== Problem requirements ==
Check each line of the entries. Copy the ones that contain the string "Straße".

== Extracted entries ==

▼

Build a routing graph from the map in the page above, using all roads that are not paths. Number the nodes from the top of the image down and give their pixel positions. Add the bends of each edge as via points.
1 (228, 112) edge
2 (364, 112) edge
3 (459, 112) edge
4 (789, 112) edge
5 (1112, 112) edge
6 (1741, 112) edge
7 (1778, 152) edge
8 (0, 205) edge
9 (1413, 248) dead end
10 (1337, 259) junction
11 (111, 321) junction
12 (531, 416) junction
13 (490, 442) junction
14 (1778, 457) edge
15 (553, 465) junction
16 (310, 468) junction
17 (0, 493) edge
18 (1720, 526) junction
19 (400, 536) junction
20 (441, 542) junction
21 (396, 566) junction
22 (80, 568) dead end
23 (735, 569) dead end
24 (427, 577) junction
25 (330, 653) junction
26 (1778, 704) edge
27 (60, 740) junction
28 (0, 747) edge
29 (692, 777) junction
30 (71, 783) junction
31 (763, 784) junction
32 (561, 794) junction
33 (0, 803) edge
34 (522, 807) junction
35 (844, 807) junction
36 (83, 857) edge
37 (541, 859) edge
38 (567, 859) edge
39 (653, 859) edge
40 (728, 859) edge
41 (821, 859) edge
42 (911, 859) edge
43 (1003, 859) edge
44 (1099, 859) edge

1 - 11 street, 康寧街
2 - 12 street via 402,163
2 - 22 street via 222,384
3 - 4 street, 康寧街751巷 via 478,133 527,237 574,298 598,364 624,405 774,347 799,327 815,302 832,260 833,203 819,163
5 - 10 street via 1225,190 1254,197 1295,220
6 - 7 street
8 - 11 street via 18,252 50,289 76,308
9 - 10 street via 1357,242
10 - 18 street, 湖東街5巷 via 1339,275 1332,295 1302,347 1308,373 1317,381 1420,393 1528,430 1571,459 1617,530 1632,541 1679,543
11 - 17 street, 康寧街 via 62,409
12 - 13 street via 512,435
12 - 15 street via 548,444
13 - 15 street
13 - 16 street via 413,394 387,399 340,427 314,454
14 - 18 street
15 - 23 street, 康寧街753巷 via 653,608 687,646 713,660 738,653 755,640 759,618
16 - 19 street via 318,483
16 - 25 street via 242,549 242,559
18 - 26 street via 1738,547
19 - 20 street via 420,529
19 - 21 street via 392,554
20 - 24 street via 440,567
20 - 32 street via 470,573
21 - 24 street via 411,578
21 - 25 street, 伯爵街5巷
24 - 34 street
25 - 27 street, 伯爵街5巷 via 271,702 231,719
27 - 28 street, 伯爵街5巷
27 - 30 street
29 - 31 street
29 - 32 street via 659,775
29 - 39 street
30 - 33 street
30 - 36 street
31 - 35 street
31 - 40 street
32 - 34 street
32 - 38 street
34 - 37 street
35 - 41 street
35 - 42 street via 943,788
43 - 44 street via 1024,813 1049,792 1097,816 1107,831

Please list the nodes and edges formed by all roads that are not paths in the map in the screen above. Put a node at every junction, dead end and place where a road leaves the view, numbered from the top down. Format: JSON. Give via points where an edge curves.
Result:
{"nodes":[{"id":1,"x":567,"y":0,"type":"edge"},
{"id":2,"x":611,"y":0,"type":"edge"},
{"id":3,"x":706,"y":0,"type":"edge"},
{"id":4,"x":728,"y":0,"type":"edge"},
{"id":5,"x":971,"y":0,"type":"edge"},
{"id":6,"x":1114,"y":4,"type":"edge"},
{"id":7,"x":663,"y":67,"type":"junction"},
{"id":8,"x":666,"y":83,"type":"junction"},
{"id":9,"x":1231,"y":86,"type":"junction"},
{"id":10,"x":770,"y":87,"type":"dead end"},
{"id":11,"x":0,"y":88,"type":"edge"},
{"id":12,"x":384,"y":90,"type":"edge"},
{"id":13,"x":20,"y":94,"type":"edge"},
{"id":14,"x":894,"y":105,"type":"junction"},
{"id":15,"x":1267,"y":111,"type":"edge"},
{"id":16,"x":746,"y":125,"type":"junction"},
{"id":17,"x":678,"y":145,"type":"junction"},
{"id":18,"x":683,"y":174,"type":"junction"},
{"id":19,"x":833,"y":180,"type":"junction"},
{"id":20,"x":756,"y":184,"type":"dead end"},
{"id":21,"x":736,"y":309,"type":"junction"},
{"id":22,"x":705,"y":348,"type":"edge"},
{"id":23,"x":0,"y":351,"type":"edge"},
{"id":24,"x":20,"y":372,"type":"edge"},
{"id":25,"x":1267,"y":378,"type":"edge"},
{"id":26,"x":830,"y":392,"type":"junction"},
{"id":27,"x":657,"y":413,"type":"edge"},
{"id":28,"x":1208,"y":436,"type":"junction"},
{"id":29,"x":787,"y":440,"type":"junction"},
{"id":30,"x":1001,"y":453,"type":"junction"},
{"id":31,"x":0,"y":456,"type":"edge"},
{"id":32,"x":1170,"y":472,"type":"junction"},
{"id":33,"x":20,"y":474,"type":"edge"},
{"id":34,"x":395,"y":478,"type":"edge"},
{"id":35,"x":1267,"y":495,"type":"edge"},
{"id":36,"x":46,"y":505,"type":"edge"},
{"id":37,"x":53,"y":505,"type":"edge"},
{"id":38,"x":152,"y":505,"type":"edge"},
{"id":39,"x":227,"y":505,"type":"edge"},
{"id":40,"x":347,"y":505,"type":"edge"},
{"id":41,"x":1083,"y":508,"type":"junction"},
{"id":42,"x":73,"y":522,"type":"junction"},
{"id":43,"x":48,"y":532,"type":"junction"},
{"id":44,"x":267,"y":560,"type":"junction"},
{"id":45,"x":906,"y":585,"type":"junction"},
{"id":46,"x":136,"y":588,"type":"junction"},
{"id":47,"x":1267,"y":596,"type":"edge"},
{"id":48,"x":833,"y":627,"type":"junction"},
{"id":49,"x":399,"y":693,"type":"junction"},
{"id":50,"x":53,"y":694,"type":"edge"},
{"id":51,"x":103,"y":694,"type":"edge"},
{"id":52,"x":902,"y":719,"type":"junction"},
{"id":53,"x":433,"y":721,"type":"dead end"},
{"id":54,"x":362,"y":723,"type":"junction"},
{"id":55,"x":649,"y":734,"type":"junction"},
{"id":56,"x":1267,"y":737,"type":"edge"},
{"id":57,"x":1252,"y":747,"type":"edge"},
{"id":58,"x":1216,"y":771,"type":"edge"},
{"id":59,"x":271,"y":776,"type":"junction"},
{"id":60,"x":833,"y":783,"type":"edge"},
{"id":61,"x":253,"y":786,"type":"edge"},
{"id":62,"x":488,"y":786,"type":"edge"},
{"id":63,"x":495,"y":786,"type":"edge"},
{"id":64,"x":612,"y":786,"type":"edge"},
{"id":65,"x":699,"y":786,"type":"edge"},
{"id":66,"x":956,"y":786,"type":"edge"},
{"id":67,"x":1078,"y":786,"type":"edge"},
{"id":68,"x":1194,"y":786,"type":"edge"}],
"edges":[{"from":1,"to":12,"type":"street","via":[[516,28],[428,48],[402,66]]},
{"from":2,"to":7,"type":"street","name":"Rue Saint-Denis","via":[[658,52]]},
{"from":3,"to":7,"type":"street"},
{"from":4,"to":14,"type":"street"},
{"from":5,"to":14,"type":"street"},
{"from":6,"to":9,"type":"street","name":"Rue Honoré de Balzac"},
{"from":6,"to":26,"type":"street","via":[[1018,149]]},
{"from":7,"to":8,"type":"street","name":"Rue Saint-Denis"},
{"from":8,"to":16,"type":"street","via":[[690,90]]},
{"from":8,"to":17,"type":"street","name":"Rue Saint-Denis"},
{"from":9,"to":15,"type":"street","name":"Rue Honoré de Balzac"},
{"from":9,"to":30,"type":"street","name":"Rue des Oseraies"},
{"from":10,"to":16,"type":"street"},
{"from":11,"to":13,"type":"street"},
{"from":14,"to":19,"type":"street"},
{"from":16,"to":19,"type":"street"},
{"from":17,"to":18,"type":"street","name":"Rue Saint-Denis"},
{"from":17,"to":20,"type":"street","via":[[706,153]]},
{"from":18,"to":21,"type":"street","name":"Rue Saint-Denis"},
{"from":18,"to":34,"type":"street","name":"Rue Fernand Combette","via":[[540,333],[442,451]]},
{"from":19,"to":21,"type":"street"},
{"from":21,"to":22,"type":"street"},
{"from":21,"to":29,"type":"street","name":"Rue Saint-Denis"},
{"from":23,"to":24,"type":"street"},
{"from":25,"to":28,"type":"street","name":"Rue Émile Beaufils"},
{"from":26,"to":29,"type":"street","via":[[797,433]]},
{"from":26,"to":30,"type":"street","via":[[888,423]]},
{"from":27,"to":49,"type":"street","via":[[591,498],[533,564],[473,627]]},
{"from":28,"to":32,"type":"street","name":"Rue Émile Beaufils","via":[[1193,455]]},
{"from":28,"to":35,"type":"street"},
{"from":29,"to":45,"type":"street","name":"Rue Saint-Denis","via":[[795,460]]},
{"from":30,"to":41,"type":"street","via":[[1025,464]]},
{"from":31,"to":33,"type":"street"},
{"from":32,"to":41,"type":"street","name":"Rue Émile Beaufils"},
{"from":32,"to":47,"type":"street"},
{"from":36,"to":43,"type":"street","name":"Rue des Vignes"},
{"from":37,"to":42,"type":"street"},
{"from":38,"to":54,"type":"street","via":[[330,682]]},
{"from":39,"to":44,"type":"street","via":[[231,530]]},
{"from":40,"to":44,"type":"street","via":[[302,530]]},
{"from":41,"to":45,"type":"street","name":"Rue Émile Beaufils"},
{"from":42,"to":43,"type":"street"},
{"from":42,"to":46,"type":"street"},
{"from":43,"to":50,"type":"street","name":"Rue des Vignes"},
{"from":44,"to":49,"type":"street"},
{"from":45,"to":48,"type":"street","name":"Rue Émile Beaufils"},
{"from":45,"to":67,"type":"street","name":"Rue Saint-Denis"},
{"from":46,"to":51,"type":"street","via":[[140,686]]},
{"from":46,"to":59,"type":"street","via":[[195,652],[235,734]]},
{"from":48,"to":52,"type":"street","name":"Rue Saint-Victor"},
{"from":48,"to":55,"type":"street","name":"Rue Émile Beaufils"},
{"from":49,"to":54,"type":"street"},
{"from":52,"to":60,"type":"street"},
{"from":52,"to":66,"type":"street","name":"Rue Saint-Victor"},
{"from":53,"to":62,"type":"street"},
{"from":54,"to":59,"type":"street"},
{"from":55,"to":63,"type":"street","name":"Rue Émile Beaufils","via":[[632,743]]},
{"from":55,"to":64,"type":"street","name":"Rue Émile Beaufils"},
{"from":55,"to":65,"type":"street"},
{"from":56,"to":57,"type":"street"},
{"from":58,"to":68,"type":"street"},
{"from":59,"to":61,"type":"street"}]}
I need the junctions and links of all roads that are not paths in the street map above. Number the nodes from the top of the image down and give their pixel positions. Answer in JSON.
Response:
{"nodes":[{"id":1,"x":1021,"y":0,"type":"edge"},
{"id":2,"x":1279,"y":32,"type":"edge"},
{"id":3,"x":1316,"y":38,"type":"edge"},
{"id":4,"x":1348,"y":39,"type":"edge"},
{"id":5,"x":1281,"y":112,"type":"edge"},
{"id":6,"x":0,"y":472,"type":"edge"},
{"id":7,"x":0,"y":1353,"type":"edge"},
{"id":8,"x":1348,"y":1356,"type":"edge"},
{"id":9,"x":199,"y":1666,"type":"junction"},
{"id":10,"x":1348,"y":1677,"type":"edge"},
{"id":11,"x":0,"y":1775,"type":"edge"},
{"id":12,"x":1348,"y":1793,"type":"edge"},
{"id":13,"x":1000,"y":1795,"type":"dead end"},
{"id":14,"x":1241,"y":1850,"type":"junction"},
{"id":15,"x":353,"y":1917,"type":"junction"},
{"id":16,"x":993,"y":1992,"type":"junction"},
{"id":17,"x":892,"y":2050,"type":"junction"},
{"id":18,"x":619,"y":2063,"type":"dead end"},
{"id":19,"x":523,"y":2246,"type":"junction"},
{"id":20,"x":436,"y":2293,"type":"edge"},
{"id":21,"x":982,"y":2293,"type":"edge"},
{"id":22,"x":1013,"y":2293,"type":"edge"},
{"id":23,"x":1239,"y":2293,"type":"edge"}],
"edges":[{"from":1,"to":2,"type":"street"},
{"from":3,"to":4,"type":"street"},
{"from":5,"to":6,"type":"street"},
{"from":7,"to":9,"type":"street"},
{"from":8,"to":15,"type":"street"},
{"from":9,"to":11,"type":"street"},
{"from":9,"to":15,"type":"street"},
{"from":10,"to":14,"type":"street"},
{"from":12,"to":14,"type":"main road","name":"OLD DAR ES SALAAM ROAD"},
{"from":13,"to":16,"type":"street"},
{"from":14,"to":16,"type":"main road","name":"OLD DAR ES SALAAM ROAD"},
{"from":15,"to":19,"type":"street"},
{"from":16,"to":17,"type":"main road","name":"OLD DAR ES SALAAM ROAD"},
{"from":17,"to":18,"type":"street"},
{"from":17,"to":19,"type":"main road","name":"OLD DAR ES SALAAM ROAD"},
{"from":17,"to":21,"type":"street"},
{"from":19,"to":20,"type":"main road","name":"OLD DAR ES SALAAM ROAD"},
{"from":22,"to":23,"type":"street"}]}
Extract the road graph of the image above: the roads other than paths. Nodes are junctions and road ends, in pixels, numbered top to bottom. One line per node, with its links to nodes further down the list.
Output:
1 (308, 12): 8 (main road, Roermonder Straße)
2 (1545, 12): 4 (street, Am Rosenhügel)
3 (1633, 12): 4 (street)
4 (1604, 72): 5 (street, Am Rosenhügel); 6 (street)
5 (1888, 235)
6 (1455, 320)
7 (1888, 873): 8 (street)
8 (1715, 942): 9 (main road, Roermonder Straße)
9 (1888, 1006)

▲

== Task result ==
1 (308, 12): 8 (main road, Roermonder Straße)
8 (1715, 942): 9 (main road, Roermonder Straße)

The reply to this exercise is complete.